The roundtail chub (Gila robusta) is a cyprinid fish in the genus Gila, of southwestern North America. It is native to the Colorado River drainage basin, including the Gila River and other tributaries, and in several other rivers. It is part of the “robusta complex”, which includes the Gila robusta robusta, G.r. grahami, and G.r. seminuda.

Description 
The body of the roundtail chub is significantly larger forward of the dorsal fin, and posteriorly it is tapered towards the tail. The forehead area is concave. The mouth is largish, but does not reach as far as the pupil of the eye, and is overhung by the snout. The tail is deeply forked. Color is a grayish brown above, and a lighter shade below. Mature males sometimes acquire red-orange lower cheeks and paired fins during breeding season. Roundtail chub can reach almost , but usually only grow to about . Recently, it has been recorded at up to 43 cm in length. 
Roundtail chub are also described to be “trout-like” because they possess a large mouth with the lower lip outlined in black. However, they lack the adipose fins found on trout species.

Range 
Its range of is within the Colorado River drainage basin, found from the headwaters down to the mouth, in Utah, Colorado, Arizona, Nevada, and California, and northwest Mexico; as well as in other rivers of northwestern Mexico.

This species is rather variable, and formerly accounted as several species, until intermediate forms were discovered. Recognized subspecies include:
 Gila robusta grahami
 Gila robusta jordani - small streams along the White River (Nevada)
 Gila robusta robusta - small rivers
 Gila robusta seminuda

The roundtail chub has been extirpated from the Zuni and San Francisco Rivers of New Mexico.

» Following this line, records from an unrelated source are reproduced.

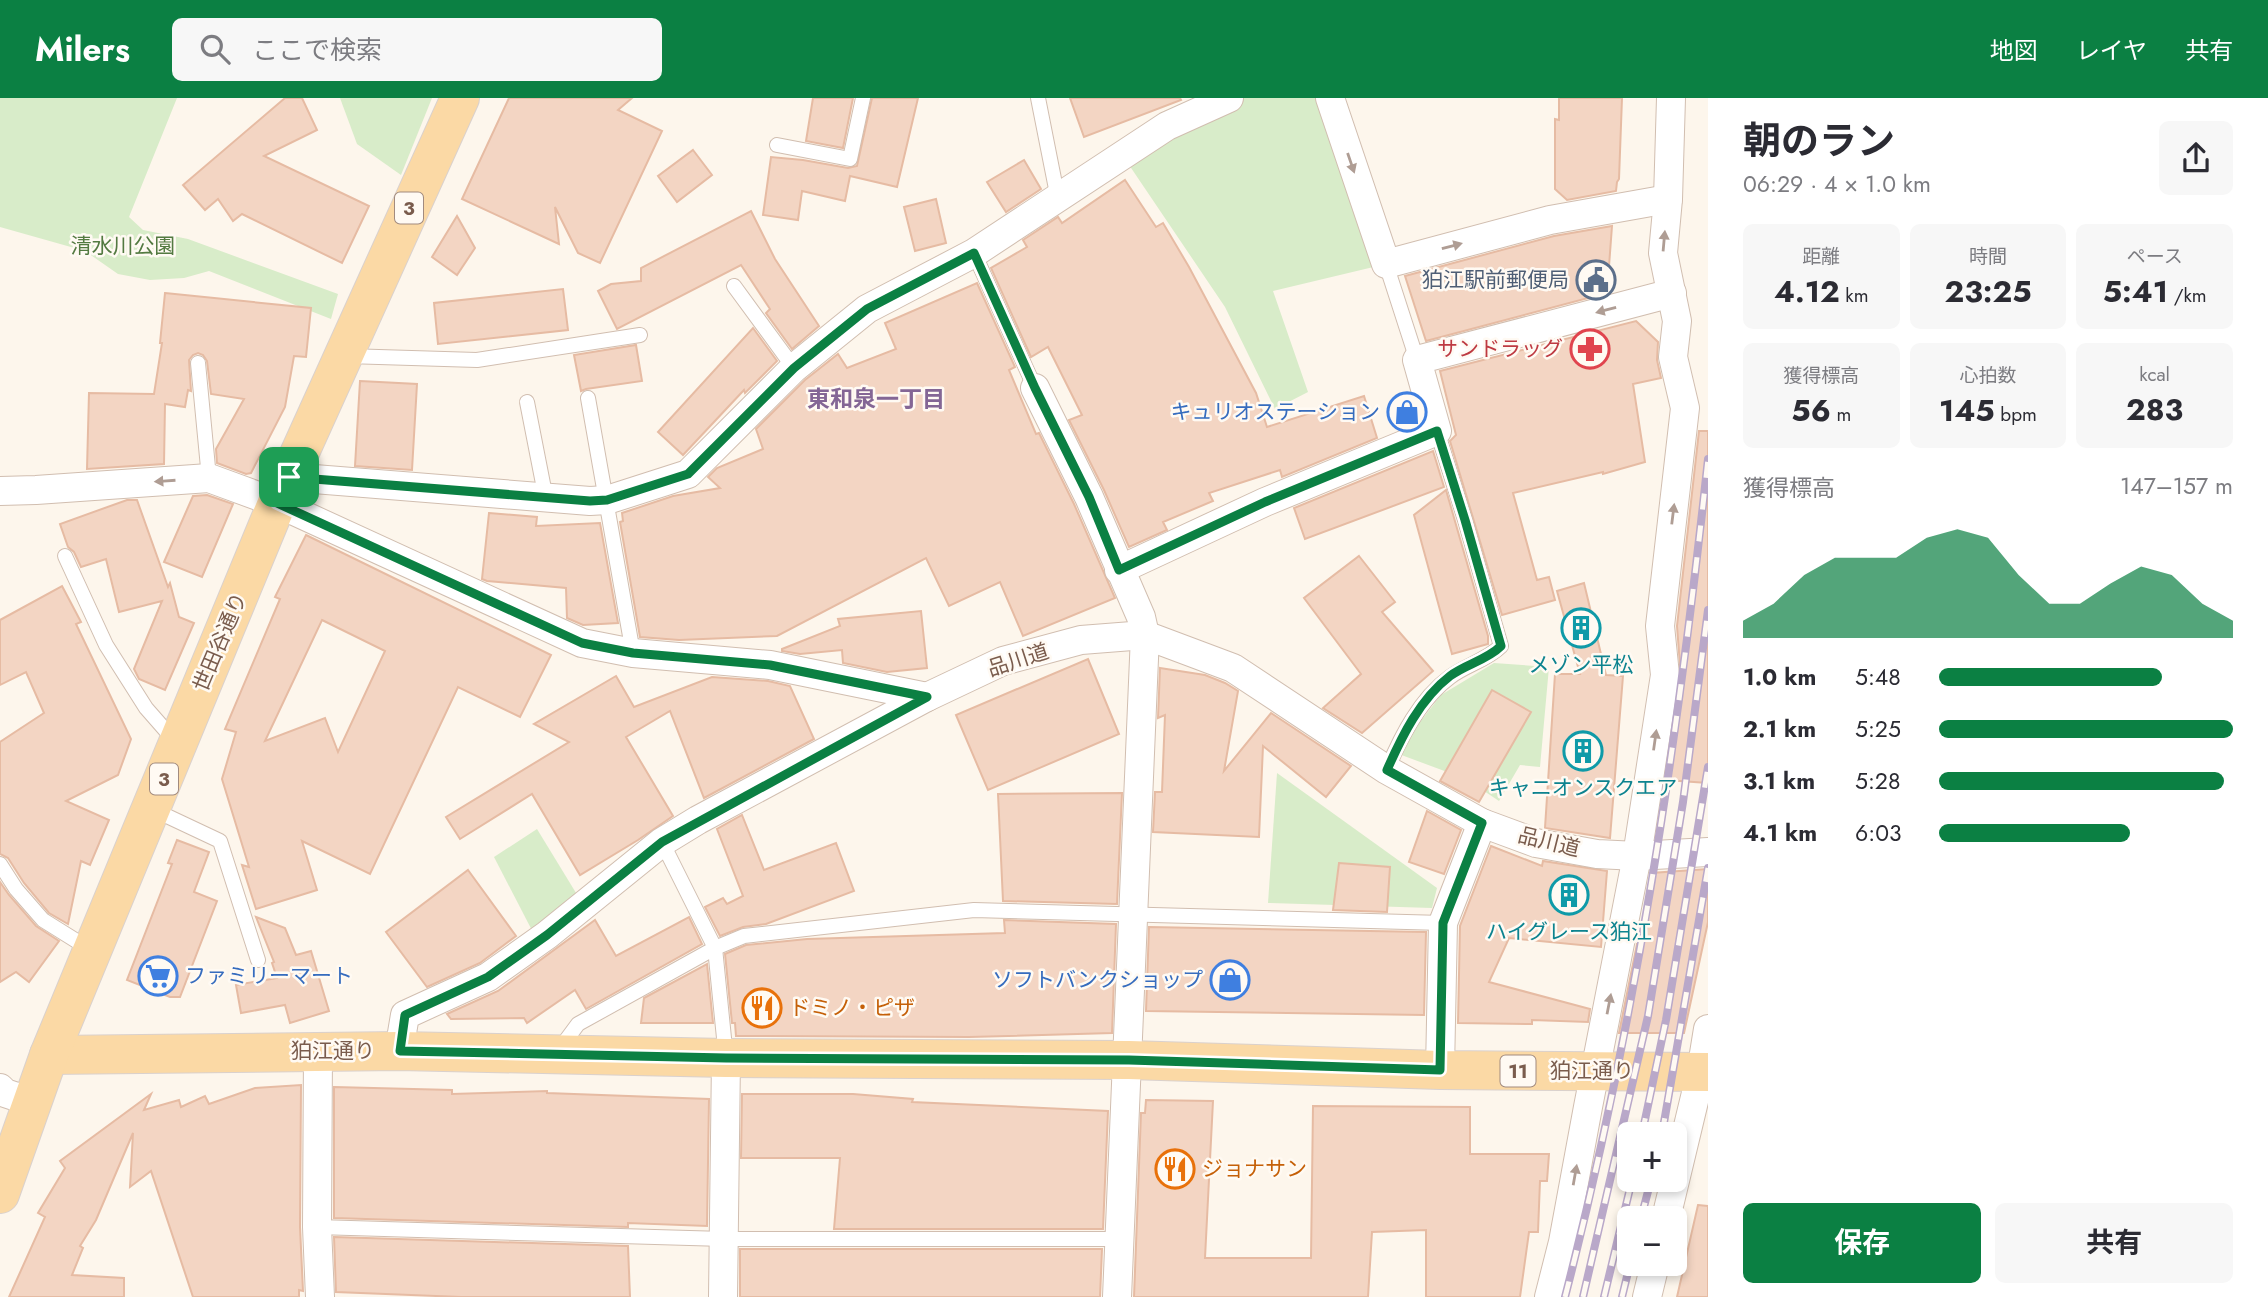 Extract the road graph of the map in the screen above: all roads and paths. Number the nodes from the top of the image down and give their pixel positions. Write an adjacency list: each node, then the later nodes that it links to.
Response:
1 (460, 98): 15 (main road, 世田谷通り / 3)
2 (863, 98): 7 (lane)
3 (1038, 98): 8 (lane)
4 (1229, 98): 8 (street)
5 (1330, 98): 11 (street, one-way to 11)
6 (1671, 98): 9 (street)
7 (777, 145)
8 (1058, 199): 10 (street)
9 (1668, 199): 11 (street, one-way to 9); 13 (street, one-way to 9)
10 (974, 253): 18 (street); 19 (lane)
11 (1386, 264): 16 (lane)
12 (734, 286): 18 (lane)
13 (1672, 293): 16 (street, one-way to 16); 39 (street, one-way to 13)
14 (640, 335): 15 (lane)
15 (343, 356): 24 (main road, 世田谷通り / 3)
16 (1417, 360): 22 (street)
17 (198, 363): 23 (lane)
18 (794, 368): 27 (street)
19 (1035, 388): 29 (street)
20 (587, 398): 27 (lane)
21 (527, 402): 26 (lane)
22 (1437, 431): 29 (street); 34 (lane)
23 (209, 478): 24 (street); 25 (street, one-way to 25)
24 (283, 490): 26 (street); 31 (street); 33 (main road, 世田谷通り / 3)
25 (0, 491)
26 (546, 499): 27 (street)
27 (607, 500): 31 (lane)
28 (65, 556): 33 (lane)
29 (1119, 570): 30 (street)
30 (1146, 635): 32 (street, 品川道); 34 (street, 品川道); 41 (street)
31 (633, 653): 32 (street)
32 (927, 697): 37 (street, 品川道)
33 (177, 744): 35 (main road, 世田谷通り / 3)
34 (1387, 770): 36 (street, 品川道)
35 (152, 809): 44 (main road, 世田谷通り / 3); 45 (lane)
36 (1482, 823): 39 (street, 品川道); 42 (street)
37 (662, 842): 43 (lane); 48 (street, 品川道)
38 (1708, 852): 39 (street, 品川道)
39 (1637, 856): 54 (street, one-way to 39)
40 (0, 864): 44 (lane)
41 (1135, 914): 42 (lane); 43 (lane); 52 (street)
42 (1443, 923): 53 (street)
43 (715, 948): 49 (lane); 51 (lane)
44 (92, 951): 50 (main road, 世田谷通り / 3)
45 (258, 960)
46 (1708, 1030): 55 (street)
47 (317, 1051): 48 (main road, 狛江通り / 11); 50 (main road, 狛江通り / 11); 59 (street)
48 (400, 1051): 49 (main road, 狛江通り / 11)
49 (555, 1054): 51 (main road, 狛江通り / 11)
50 (49, 1055): 56 (main road, 世田谷通り / 3)
51 (726, 1058): 52 (main road, 狛江通り / 11); 60 (street)
52 (1129, 1060): 53 (main road, 狛江通り / 11); 61 (street)
53 (1440, 1070): 54 (main road, 狛江通り / 11)
54 (1596, 1071): 55 (main road, 狛江通り / 11); 66 (street, one-way to 54)
55 (1705, 1072): 58 (street)
56 (16, 1095): 57 (main road, 世田谷通り / 3)
57 (0, 1194)
58 (1669, 1206)
59 (317, 1227): 60 (lane); 63 (street)
60 (724, 1239): 61 (lane); 64 (street)
61 (1120, 1240): 65 (street)
62 (1652, 1276): 67 (street)
63 (320, 1297)
64 (723, 1297)
65 (1117, 1297)
66 (1549, 1297)
67 (1647, 1297)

In Arizona, specifically in Gila, Mohave, and Yavapai Counties, the roundtail chub occupies several tributaries: Fossil Creek, Oak Creek, Burro Creek, Francis Creek, Big Sandy River, Santa Maria River, Boulder Creek, Trout Creek, Sycamore Creek, Beaverhead Springs, and throughout the Verde River. It is also found in the Gila River and the Rio Yaqui

Biology 
Roundtail chub is very prolific in nature.

Diet 
Roundtail chub is a voracious predator, consuming large amounts of fish, crayfish, frogs, and insects. Roundtail chub adults primarily consume aquatic and terrestrial insects, other fishes, and sometimes algae. Roundtail chub juveniles eat smaller insects, crustaceans, and algae.

Conservation
The decreasing population of the roundtail chub  is primarily the result of habitat loss as well as predation and competition by non-native fish. Although the populations in the Salt and Verde Rivers were stable ten years ago, they have been exponentially decreasing. Recent conservation efforts include more research to determine the mechanisms of their sudden disappearance, and population surveys conducted by the Arizona Game and Fish and US Forest Service (in progress).

Arizona Game and Fish Department considers roundtail chub a sport fish. They put up a strong fight for anglers, and the meat is described as "firm, white and very mild tasting." Intermuscular bones or floating bones are present, which can be cut out prior to cooking.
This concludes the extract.